--- START ---
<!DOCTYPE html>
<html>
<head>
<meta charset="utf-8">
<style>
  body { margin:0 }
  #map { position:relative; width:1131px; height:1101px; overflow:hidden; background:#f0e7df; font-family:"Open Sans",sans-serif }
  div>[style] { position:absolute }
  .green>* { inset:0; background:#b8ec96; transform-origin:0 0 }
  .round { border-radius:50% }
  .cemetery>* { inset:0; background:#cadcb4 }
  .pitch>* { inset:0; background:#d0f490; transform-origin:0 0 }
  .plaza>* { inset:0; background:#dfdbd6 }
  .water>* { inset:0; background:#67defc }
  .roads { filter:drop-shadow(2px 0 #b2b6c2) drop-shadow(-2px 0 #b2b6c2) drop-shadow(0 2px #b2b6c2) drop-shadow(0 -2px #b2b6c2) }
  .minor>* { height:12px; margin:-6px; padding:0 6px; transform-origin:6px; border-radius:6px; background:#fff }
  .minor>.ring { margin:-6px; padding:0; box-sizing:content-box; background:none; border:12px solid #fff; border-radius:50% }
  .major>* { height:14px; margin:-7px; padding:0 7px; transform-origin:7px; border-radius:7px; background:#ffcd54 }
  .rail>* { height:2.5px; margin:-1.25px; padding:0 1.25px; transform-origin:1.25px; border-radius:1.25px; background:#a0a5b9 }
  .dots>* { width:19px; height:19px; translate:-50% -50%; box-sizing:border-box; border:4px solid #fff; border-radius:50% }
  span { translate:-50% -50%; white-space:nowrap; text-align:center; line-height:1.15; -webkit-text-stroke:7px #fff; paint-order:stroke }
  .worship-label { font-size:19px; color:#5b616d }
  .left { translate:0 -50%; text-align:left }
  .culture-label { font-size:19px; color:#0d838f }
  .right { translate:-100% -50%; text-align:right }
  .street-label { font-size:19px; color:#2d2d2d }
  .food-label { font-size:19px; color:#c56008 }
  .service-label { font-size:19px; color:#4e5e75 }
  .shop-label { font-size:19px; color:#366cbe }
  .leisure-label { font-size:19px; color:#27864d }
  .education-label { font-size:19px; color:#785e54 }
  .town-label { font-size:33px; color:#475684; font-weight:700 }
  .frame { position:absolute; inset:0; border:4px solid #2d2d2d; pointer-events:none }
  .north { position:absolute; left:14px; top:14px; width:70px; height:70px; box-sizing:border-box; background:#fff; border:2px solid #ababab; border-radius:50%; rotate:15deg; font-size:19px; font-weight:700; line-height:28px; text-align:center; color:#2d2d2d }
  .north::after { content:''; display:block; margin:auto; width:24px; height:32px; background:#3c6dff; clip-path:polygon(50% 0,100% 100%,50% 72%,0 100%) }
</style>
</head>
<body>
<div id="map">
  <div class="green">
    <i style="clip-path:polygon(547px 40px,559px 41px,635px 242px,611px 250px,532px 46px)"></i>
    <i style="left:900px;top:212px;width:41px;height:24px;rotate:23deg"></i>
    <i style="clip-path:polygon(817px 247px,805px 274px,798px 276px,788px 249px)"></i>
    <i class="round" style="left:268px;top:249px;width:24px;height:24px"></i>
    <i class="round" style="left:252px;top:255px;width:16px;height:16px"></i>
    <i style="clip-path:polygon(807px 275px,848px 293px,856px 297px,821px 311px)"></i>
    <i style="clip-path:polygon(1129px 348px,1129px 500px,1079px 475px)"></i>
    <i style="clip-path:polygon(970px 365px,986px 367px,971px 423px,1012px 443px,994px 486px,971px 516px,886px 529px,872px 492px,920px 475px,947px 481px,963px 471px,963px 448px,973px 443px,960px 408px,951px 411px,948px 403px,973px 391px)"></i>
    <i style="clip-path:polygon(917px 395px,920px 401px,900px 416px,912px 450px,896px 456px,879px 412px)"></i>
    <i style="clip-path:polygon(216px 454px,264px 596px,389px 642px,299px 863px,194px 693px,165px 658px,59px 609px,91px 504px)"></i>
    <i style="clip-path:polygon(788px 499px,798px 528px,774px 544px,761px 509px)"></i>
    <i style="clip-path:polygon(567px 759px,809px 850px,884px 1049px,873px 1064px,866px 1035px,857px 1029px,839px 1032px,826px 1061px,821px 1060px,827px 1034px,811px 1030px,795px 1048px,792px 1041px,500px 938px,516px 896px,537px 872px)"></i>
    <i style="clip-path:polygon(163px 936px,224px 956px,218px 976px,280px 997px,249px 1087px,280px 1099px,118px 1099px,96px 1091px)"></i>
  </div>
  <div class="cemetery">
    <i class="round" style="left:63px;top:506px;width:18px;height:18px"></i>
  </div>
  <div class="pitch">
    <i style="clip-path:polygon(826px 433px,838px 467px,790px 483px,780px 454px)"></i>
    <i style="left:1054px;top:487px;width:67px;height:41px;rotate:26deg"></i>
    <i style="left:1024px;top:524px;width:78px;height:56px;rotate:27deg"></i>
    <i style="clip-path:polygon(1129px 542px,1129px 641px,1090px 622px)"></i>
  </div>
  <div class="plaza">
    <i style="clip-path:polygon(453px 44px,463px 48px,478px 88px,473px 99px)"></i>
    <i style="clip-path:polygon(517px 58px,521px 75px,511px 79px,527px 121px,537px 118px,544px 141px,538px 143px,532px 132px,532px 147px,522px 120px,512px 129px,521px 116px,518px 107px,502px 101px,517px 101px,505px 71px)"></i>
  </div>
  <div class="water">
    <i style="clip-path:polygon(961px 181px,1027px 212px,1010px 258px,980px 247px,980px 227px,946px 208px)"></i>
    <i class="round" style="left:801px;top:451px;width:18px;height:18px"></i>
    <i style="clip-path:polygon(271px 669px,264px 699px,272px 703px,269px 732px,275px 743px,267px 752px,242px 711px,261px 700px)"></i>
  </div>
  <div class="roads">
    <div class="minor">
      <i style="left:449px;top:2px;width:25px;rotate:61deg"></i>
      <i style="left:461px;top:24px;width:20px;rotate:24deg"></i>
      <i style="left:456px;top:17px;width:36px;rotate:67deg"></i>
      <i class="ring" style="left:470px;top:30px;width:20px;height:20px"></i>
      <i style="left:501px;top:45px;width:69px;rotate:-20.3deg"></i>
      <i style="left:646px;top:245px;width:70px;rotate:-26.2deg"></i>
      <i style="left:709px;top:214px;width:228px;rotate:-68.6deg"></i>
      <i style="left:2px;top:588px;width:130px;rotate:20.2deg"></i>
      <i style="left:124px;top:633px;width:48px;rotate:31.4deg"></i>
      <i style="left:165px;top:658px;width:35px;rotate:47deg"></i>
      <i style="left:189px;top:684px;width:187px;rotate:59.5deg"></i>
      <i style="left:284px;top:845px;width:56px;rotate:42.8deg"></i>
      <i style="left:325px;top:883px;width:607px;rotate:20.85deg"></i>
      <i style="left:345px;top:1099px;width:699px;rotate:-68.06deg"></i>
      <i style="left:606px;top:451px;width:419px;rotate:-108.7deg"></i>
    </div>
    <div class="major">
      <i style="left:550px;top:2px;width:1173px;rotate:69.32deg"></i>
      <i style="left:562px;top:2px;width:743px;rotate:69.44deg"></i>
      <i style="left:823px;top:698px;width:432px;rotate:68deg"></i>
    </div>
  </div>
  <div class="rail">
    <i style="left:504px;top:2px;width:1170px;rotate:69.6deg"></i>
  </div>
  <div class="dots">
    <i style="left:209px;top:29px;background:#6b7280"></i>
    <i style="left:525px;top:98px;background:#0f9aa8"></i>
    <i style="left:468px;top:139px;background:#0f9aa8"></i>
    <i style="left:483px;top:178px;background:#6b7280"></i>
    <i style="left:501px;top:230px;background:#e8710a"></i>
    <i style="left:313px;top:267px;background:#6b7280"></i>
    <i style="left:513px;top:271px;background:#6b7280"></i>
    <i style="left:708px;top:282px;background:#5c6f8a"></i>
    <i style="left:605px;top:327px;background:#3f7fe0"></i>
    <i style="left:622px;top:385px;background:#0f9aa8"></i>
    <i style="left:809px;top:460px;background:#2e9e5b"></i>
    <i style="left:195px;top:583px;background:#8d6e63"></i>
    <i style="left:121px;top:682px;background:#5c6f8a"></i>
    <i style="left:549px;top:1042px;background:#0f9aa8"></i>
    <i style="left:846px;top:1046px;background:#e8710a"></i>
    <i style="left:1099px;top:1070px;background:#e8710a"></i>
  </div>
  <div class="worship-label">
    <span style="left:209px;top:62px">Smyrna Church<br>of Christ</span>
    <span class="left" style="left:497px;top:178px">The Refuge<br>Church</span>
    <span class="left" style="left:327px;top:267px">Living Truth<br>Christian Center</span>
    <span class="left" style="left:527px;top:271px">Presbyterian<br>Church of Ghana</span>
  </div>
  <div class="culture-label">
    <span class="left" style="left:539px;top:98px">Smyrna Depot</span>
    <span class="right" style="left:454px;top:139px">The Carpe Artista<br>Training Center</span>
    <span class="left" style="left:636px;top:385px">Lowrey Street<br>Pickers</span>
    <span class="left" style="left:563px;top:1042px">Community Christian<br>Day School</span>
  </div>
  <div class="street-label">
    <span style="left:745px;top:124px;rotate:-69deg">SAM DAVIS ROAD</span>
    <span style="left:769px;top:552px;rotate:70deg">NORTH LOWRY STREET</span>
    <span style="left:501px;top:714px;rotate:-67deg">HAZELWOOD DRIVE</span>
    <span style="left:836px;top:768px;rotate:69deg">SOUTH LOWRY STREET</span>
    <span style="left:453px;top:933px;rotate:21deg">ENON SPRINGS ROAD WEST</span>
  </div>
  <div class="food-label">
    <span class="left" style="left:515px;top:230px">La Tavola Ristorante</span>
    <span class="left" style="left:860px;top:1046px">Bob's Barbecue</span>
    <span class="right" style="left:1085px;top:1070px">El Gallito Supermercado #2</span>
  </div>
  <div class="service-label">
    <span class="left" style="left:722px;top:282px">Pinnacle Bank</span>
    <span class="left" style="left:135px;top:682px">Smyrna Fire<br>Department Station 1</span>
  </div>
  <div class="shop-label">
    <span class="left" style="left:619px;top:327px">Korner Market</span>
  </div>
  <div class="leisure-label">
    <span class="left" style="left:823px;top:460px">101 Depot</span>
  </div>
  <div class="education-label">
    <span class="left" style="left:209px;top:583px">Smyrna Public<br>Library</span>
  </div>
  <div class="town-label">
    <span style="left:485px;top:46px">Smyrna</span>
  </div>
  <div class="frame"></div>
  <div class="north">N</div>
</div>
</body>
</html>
--- END ---
[ASSIGNED TASK]:
Whenever the word "roads" appears in a line of the data above, that line counts. Say how many lines count, and nothing more.

[YOUR SOLUTION]:
2